EXAMPLE 2 EXAMPLE PROCESS 2

[00136] Now referring to Fig. 2. Fig. 2A shows a turmeric root cleaned and cut into almost equal volume blocks, which were washed in distilled water (250 ml) for 10 minutes each, changing the water 3 times to remove debris and free floating materials, followed by contacting with two electrically- conductive poles at the opposite sides of each of the turmeric root tissue blocks, followed by submerging the assembly (Fig. 2B) in mineral water (75 ml, pH 7.8, containing 0.12 mM NaCI, 0.9 mM CaC , 0.03 mM KCI, and 0.36 mM MgC ) contained in glass container. A first turmeric root block was subjected to an electromotive force of 24 volt DC, at a distance of approximately 5 cm between the first and second conductive pole (i.e. about 4.8 volt/cm) for 5 minutes in one polarity, and then 5 minutes in the opposite polarity, whereas the second turmeric root block was not provided with any electromotive force for 10 minutes.
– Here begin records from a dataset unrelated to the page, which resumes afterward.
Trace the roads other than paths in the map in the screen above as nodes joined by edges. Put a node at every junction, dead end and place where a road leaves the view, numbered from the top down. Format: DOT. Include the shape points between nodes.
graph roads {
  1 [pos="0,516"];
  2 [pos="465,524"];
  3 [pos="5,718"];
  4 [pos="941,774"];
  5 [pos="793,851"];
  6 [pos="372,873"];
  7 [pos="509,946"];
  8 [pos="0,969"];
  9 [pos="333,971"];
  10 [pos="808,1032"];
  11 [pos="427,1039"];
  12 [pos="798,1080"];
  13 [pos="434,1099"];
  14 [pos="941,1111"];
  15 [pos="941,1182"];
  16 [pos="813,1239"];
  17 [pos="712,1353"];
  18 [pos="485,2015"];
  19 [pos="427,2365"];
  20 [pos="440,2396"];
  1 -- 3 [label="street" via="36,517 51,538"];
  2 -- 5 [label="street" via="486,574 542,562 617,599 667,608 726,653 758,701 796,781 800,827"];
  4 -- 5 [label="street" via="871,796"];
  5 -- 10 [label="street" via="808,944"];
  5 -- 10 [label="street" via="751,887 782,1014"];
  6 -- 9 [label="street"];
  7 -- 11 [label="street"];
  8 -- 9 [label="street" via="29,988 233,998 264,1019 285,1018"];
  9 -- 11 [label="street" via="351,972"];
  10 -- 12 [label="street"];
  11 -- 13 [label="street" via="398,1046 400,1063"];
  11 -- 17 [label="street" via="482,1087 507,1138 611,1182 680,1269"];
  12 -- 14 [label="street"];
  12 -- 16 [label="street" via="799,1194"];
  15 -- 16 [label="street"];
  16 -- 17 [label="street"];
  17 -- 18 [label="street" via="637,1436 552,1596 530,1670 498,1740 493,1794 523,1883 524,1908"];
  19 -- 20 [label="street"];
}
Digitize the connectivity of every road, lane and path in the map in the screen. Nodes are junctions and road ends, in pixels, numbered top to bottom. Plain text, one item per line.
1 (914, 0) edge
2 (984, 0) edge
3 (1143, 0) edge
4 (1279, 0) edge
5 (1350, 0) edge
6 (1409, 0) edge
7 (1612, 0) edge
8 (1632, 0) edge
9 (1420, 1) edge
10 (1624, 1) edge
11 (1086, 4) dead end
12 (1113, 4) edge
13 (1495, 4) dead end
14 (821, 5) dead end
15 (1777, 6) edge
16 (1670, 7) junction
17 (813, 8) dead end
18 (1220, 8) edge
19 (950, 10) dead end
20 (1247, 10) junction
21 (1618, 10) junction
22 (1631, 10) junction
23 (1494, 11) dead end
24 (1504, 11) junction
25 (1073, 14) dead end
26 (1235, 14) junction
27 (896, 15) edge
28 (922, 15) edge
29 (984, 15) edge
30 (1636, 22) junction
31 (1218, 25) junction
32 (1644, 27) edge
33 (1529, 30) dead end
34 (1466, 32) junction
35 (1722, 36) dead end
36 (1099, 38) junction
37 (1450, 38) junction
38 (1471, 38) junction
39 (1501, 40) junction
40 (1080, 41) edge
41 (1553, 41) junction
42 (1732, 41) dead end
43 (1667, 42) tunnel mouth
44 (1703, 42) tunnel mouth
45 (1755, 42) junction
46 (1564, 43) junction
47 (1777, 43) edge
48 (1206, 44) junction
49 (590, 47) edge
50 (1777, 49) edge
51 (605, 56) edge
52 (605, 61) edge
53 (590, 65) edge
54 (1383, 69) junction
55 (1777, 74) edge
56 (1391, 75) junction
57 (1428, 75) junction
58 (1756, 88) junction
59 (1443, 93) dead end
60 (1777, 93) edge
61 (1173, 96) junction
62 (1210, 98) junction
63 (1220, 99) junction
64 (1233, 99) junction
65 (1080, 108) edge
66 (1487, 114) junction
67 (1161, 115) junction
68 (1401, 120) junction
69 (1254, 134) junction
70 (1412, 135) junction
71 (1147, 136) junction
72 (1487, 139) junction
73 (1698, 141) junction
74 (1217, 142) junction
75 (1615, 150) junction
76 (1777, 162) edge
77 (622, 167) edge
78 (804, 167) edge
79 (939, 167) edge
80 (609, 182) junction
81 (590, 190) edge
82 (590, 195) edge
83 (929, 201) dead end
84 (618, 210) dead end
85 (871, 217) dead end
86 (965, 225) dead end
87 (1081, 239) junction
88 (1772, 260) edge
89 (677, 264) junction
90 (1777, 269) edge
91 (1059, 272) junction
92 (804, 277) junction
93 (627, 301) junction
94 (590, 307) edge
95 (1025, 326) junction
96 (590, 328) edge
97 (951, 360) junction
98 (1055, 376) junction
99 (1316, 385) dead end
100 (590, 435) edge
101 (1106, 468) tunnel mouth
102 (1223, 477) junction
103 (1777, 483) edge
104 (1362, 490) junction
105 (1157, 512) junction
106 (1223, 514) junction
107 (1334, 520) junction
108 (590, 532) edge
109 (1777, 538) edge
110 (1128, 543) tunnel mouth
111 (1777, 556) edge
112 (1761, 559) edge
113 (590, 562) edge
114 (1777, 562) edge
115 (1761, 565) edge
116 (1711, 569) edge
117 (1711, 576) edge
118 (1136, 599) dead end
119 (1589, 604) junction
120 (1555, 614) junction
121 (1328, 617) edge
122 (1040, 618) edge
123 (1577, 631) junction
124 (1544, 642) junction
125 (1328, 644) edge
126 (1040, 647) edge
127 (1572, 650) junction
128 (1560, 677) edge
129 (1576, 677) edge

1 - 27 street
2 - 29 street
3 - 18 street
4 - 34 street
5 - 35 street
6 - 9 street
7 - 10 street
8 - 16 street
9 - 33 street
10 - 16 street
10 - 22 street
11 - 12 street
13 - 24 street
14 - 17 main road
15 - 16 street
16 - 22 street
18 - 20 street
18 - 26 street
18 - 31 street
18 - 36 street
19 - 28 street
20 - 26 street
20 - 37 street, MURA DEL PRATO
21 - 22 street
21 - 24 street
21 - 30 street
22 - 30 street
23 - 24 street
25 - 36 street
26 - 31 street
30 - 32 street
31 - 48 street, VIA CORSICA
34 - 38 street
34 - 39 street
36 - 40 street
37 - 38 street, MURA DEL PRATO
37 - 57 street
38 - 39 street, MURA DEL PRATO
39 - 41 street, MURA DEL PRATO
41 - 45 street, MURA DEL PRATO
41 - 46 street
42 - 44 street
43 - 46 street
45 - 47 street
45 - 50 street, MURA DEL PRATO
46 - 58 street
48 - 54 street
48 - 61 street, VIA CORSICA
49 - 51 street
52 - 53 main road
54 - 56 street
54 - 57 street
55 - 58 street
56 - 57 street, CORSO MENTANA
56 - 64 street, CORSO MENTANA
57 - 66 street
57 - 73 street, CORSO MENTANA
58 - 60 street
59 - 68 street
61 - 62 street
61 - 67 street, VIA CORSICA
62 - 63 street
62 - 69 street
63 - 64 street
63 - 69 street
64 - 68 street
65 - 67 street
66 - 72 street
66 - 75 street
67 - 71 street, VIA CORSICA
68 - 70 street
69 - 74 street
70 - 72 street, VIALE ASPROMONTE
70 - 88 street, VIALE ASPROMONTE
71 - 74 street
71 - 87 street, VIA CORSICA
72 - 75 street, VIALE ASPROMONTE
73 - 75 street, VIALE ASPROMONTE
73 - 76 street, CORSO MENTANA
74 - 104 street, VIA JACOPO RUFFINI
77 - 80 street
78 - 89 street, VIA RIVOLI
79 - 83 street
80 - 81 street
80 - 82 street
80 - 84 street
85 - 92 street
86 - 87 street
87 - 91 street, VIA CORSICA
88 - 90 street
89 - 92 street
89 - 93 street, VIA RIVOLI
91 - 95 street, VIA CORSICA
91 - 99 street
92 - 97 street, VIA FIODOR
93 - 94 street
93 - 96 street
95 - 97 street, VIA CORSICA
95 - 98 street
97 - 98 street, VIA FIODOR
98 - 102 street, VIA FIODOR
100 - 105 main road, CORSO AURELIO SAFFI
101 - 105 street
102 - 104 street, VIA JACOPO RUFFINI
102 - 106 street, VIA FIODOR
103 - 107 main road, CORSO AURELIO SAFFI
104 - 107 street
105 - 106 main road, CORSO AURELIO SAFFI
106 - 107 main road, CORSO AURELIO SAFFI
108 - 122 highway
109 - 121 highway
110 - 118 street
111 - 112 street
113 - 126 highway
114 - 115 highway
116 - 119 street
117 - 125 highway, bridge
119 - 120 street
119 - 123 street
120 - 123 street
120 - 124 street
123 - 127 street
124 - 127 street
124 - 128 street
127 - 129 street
The particles produced due to the electromotive force applied were suspended in the water (left container, of Fig. 2C). The fluid from both containers were left to rest overnight at room temperature (20°C) to allow the bigger particles to precipitate to the bottom. The next morning, top half of the liquid was carefully collected for microscopic analysis. The particles released into the water due to applied electromotive force appeared colloidal in nature. To observe the particle size and shapes, the samples were analyzed with transmission electron microscopy (TEM) (Fig. 2D, 2E and 2F). In Figs. 2D and 2E, the particles with different electron densities were observed ranging approximately from 30 nm to 200 nm in size, and were accompanied with microparticle of approximately 1 pm or larger (Fig. 2F). TEM of control sample (no electromotive force provided) did not show any such populations of particles. Rather, irregular shaped materials (Fig. 2G) originated from the provided biological material were observed. Scale-bar = 200 nanometer or 0.2 pm (Figs. 2D, E), 0.5 pm (Figs. 2F, 2G).

EXAMPLE 3

EXAMPLE PROCESS 3 [00137] Now referring to Fig. 3. Fig. 3A shows a ginger-root used to produce particles in similar settings and conditions as for the turmeric root example described above in Example 2, with exception of a distance of approximately 4 cm between the first and second conductive pole (i.e., about 6 volt/cm). The top half of the liquid is collected after sedimentation overnight at 20°C. This supernatant part was examined by TEM. Particles of approximate size between 20 to 50 nanometers were most abundantly observed (Figs. 3B and 3C), accompanied by some nano-filamentous materials and larger particles. The TEM of the control sample (no electromotive force provided) did not show any such populations of particles, and only rather irregular shaped materials (Fig. 3D) which originated from the provided biological material were observed. Scale-bar = 0.5 micrometer (Figs. 3B, 3D), 200 nanometers (Fig. 3C).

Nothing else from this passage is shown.